▶ [The problem] Your task is to filter the entries and copy every line containing the string "Springs".

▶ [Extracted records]
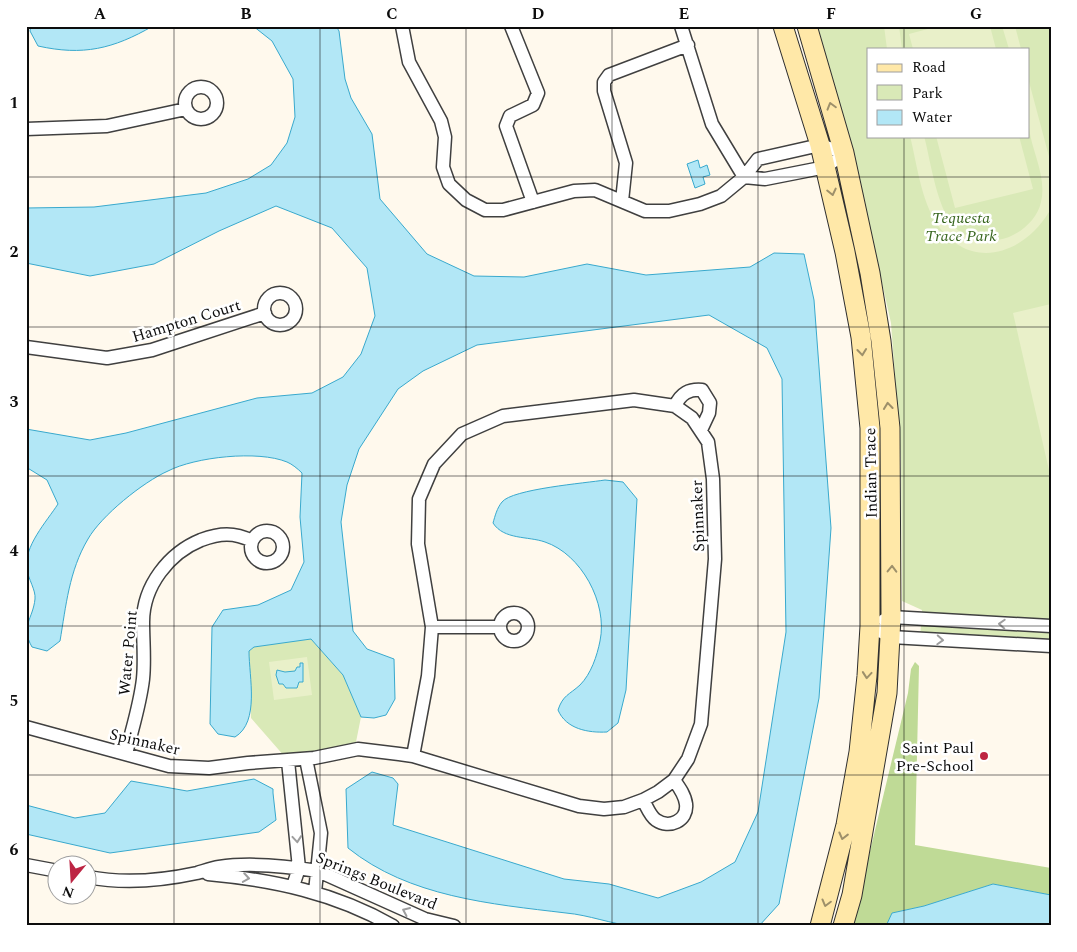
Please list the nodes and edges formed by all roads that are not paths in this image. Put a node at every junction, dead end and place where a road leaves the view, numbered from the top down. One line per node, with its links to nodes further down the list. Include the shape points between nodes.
1 (402, 26): 16 (street, via 409,62 441,121 445,137 443,167 449,184 466,200 485,210 503,210)
2 (511, 26): 16 (street, via 538,93 533,105 510,116 506,126)
3 (681, 26): 6 (street)
4 (783, 26): 9 (main road, Indian Trace)
5 (807, 26): 10 (main road, Indian Trace, one-way to 5)
6 (688, 45): 14 (street, via 712,124); 15 (street, via 609,75 604,82 626,163)
7 (186, 110): 8 (street, via 106,126)
8 (26, 130)
9 (820, 145): 10 (street); 11 (street); 12 (main road, Indian Trace)
10 (844, 153): 12 (street); 22 (main road, Indian Trace, one-way to 10, via 890,428 870,273)
11 (777, 154): 13 (street); 14 (street, via 758,159)
12 (826, 167): 13 (street); 24 (main road, Indian Trace, one-way to 24, via 861,337 870,428)
13 (782, 175): 14 (street, via 765,179)
14 (744, 176): 15 (street, via 721,196 669,211 645,211)
15 (622, 201): 16 (street, via 595,190 574,191)
16 (533, 202)
17 (265, 313): 18 (street, Hampton Court, via 152,350 107,358)
18 (26, 347)
19 (675, 406): 20 (street, Spinnaker, via 692,418); 20 (street, via 683,394 702,390 710,403); 23 (street, Spinnaker, via 634,400 503,416 462,434 434,464 420,499 418,544)
20 (701, 430): 34 (street, Spinnaker, via 708,442 713,479 715,559 702,724 688,760)
21 (252, 541): 30 (street, Water Point, via 223,533 192,544 166,564 150,589 143,620 145,659 141,696)
22 (891, 618): 24 (street); 25 (street, one-way to 22); 27 (main road, Indian Trace)
23 (432, 626): 26 (street); 31 (street, Spinnaker, via 426,693)
24 (870, 626): 27 (street); 46 (main road, Indian Trace, one-way to 46, via 857,762 846,825)
25 (1051, 626)
26 (500, 627)
27 (891, 637): 28 (street, one-way to 28); 47 (main road, Indian Trace, via 876,759 852,895)
28 (1051, 646)
29 (26, 727): 30 (street, Spinnaker)
30 (126, 754): 33 (street, Spinnaker, via 169,766 209,768)
31 (413, 756): 32 (street, Spinnaker, via 358,749); 35 (street, Spinnaker, via 579,806 604,809)
32 (310, 758): 33 (street, Spinnaker); 39 (street, via 321,833)
33 (288, 761): 37 (street, one-way to 37)
34 (674, 780): 35 (street, Spinnaker); 35 (street, via 686,803 686,811 675,823 656,820)
35 (643, 800)
36 (26, 865): 38 (street)
37 (299, 868): 39 (street, Springs Boulevard); 40 (street, Springs Boulevard, via 238,866); 42 (street)
38 (48, 869)
39 (318, 871): 43 (street); 45 (street, Springs Boulevard, one-way to 39, via 425,919)
40 (198, 872): 41 (street, Springs Boulevard, via 124,882); 42 (street, Springs Boulevard, one-way to 42)
41 (98, 878)
42 (293, 886): 43 (street, Springs Boulevard)
43 (315, 892): 44 (street, Springs Boulevard, via 368,912)
44 (393, 926)
45 (454, 926)
46 (820, 926)
47 (843, 926)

▶ [Written solution]
37 (299, 868): 39 (street, Springs Boulevard); 40 (street, Springs Boulevard, via 238,866); 42 (street)
39 (318, 871): 43 (street); 45 (street, Springs Boulevard, one-way to 39, via 425,919)
40 (198, 872): 41 (street, Springs Boulevard, via 124,882); 42 (street, Springs Boulevard, one-way to 42)
42 (293, 886): 43 (street, Springs Boulevard)
43 (315, 892): 44 (street, Springs Boulevard, via 368,912)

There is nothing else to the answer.